Who Do You Want Your People To Be?

We, as leaders, spend an inordinate amount of time instructing our people on how we want them to behave - using codes of conduct and workplace instructions, on what we want them to do - in terms of processes and with training modules and of course, what we want them to achieve - by outlining their KPIs and conducting yearly, biannual or quarterly reviews depending on just how controlling our own personality tends to be.

What we spend very little time on, is who we want our people to be.

And yet, this is the question that characterizes the greatest leaders in almost every field throughout history. Great leaders don't just tell people what to do and then micromanage them to within an inch of their lives, they create a compelling identity that their people live in to that is self-sustaining, life affirming and contagious.
Certainly, the greatest leaders in my professional and personal life have inspired a sense of who I could be, more than simply setting out a list of instructions.

So why does this sense of identity matter so much for a leader?

Our identity, who we think we are, sits at the root of all human action and behavior. It determines what we buy, what we buy in to, who we follow and what we believe. And when we feel like our identity is being challenged in some way, be that contradicting our values or an expectation that doesn't ring true or as congruent with our previous definition of ourselves, we don't simply ignore it, we fight it.

All conflict arrises not out of rational reasoning or even our emotional state, it stems from a breach of our identity.

The most successful change management programs, such as Alcoholics Anonymous, actually install a new identity rather than simply offering a reasoned argument or adding new behaviors. This new identity is incredibly important and why they work so hard to get you to admit to being an alcoholic. Having a drinking problem means you "shouldn't" drink, but being an alcoholic means "you can never" drink. There is a far greater level of commitment involved.

It's also much easier to say reduce your red meat consumption by becoming a vegetarian rather than by simply cutting back. The identity based strategy requires you simply to act in accordance with your identity (in other words, be who you are), the other carries with it a sense of sacrifice and requires discipline - a somewhat harder benchmark. In fact, this is the most critical reason why most diets fail.

Perhaps the most important part of an Identity Driven™ Leadership strategy is that it is internalized. Nordstrom employees don't have to memorize sales scripts or practice fake smiles and forced enthusiasm. Their internal training program turns them in to "Nordies" - an identity that has built in to it the concept of customer service that goes beyond the expected, beyond even what seems reasonable!

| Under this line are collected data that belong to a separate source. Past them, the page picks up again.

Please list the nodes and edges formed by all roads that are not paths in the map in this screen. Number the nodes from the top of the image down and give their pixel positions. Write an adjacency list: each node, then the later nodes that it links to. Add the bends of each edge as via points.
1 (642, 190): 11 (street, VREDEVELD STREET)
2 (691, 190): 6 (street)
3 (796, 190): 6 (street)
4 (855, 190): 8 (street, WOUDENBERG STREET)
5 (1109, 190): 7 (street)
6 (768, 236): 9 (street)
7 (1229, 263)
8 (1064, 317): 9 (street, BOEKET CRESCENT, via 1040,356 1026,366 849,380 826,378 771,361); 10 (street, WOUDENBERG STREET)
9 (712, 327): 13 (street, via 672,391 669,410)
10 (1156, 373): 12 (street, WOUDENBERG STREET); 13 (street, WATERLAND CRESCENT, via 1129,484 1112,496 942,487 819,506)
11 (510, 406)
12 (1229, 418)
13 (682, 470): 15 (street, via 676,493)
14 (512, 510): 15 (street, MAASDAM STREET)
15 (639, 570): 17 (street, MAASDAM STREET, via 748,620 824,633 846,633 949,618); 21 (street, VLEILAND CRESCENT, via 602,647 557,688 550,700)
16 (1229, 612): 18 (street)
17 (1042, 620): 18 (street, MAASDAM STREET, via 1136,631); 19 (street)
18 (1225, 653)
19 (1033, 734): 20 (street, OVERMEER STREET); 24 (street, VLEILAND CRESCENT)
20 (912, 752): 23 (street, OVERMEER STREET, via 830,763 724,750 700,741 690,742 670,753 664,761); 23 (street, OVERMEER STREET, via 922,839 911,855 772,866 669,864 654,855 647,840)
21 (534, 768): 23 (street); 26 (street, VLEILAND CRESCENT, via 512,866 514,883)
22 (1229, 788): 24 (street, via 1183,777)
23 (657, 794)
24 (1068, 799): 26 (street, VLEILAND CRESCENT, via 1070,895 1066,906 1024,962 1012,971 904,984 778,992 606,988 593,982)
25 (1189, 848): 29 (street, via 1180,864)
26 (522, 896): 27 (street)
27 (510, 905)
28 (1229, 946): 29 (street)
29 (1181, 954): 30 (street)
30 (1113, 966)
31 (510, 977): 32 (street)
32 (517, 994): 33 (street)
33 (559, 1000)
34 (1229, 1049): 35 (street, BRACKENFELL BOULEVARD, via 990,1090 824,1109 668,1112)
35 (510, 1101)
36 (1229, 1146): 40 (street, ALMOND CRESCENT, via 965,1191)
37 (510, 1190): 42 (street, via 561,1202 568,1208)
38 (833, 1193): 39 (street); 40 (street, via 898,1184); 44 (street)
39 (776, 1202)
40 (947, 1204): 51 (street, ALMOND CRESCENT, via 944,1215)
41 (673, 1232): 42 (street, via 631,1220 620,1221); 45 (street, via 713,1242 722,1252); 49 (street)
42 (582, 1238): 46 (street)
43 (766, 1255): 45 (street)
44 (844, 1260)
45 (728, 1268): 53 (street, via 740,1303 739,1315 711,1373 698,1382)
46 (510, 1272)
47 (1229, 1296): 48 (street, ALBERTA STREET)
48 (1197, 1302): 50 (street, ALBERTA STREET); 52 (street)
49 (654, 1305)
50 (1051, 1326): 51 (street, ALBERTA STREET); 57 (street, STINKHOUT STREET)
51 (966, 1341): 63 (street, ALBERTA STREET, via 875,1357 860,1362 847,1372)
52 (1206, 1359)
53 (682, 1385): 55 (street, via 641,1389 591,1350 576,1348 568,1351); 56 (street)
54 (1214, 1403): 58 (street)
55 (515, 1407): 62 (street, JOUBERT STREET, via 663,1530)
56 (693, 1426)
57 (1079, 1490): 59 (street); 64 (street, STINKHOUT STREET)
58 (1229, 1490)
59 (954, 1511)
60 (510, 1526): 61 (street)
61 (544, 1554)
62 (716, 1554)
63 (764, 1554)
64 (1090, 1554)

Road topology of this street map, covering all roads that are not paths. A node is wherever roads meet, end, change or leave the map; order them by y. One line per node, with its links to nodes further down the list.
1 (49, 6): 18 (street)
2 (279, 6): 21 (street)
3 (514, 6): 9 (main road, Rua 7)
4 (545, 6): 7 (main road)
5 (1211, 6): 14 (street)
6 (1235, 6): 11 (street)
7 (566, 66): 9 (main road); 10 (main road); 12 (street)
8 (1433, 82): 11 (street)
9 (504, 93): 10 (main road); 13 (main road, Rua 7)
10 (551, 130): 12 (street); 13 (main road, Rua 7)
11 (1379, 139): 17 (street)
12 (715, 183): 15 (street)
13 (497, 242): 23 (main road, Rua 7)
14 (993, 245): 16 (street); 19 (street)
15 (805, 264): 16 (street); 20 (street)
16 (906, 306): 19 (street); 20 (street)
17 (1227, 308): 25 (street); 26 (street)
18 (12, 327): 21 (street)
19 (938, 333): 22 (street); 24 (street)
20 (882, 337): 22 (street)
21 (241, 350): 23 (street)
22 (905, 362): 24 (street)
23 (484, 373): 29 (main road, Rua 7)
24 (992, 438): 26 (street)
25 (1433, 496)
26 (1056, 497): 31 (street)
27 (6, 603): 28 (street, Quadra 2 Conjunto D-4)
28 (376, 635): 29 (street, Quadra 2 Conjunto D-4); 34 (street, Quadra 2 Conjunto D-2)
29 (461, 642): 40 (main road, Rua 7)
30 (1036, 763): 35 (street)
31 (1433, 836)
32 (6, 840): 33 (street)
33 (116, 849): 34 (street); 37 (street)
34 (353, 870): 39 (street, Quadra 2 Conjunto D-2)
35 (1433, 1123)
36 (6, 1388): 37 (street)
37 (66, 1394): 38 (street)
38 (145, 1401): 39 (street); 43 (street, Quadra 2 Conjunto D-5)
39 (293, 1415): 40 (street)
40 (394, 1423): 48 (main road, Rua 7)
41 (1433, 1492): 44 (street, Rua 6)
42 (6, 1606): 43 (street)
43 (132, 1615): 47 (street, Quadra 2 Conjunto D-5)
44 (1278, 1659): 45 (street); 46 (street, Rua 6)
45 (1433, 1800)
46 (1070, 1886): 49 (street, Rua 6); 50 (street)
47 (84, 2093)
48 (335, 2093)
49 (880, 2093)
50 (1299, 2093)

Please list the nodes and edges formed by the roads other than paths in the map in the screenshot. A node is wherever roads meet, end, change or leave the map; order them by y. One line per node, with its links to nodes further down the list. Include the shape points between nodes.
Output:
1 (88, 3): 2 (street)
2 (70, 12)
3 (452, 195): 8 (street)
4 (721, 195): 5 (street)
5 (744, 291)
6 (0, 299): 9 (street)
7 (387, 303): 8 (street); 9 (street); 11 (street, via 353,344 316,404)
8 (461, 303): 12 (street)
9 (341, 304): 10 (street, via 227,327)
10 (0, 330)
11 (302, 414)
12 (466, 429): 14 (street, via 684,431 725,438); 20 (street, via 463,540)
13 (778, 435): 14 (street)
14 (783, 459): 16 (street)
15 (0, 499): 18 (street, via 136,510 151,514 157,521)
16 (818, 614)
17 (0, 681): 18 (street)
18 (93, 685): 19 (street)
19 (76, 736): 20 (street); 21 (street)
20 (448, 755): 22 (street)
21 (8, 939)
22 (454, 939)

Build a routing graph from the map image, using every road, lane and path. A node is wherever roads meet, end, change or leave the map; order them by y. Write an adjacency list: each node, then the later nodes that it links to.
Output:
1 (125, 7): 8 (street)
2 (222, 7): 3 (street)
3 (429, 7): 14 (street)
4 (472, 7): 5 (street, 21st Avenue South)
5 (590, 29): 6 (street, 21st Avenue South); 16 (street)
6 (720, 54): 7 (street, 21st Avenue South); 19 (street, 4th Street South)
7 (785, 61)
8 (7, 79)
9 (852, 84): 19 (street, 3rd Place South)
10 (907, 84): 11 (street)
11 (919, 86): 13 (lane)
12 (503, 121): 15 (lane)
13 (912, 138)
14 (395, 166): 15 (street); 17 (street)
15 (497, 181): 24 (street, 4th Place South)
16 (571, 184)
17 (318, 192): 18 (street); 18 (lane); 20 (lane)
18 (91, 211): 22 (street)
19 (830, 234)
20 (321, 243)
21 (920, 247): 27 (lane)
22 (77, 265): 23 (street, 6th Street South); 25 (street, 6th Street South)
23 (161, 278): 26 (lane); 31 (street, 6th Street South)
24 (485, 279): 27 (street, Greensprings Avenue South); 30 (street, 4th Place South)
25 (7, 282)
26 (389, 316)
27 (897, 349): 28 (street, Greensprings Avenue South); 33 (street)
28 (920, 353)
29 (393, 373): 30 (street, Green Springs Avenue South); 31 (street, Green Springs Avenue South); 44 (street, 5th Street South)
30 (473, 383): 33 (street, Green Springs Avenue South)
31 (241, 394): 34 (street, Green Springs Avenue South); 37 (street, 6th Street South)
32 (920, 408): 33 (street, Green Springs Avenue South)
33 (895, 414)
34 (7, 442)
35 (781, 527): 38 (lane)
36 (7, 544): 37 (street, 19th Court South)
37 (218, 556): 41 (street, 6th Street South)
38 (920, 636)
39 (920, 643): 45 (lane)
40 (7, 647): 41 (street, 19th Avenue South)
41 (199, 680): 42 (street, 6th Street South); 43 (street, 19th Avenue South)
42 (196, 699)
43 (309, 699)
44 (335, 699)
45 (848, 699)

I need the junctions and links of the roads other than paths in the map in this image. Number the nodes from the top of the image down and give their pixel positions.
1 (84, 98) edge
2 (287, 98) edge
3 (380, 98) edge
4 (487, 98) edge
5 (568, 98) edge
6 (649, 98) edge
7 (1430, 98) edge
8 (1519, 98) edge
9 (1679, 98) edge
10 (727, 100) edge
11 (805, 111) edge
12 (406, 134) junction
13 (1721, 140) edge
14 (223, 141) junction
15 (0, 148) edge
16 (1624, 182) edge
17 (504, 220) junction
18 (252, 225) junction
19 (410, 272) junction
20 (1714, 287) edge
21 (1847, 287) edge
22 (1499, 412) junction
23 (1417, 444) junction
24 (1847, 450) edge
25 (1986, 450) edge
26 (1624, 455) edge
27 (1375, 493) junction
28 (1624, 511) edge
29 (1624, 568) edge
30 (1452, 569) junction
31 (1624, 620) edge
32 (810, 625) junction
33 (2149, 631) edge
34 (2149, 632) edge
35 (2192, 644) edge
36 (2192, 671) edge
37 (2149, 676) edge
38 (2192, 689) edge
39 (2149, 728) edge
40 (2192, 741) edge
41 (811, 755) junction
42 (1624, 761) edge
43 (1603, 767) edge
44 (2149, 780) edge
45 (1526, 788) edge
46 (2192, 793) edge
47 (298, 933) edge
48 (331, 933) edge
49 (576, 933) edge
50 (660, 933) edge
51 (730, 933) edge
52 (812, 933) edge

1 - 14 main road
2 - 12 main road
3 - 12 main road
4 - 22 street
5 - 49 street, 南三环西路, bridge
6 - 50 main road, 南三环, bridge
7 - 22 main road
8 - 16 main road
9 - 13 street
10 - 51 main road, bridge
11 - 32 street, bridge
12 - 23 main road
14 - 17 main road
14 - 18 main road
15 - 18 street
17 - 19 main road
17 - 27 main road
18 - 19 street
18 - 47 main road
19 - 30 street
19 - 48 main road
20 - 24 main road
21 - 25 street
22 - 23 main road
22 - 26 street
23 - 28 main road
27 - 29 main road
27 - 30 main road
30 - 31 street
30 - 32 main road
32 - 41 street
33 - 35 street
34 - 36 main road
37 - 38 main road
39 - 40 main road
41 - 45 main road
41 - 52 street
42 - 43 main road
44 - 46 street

So how do leaders create an identity that is compelling and captivating?

Obviously identity is made up of a variety of complex and interconnected features, strategies and tools. In fact, much of our time at The Impossible Institute is spent conducting audits of organizational culture and building identities that are more collaborative, innovative and productive, rather than simply demanding it or investing in yet another unsupported process that staff, frankly, abhor!

That said, perhaps the first step is in fact a very human process - and that is to use strategic stories. Almost every culture on the planet is in fact a product of it's stories. Stories are portable, re-tellable, tweetable, they can be personalized, told in the first or second person and they are far more memorable than any process or script can ever be.

I recently shared the stage at an innovation conference with Ralph Norris, the former CEO of The Commonwealth Bank and of Air New Zealand and Ralph told a story of his time at the helm of Air NZ.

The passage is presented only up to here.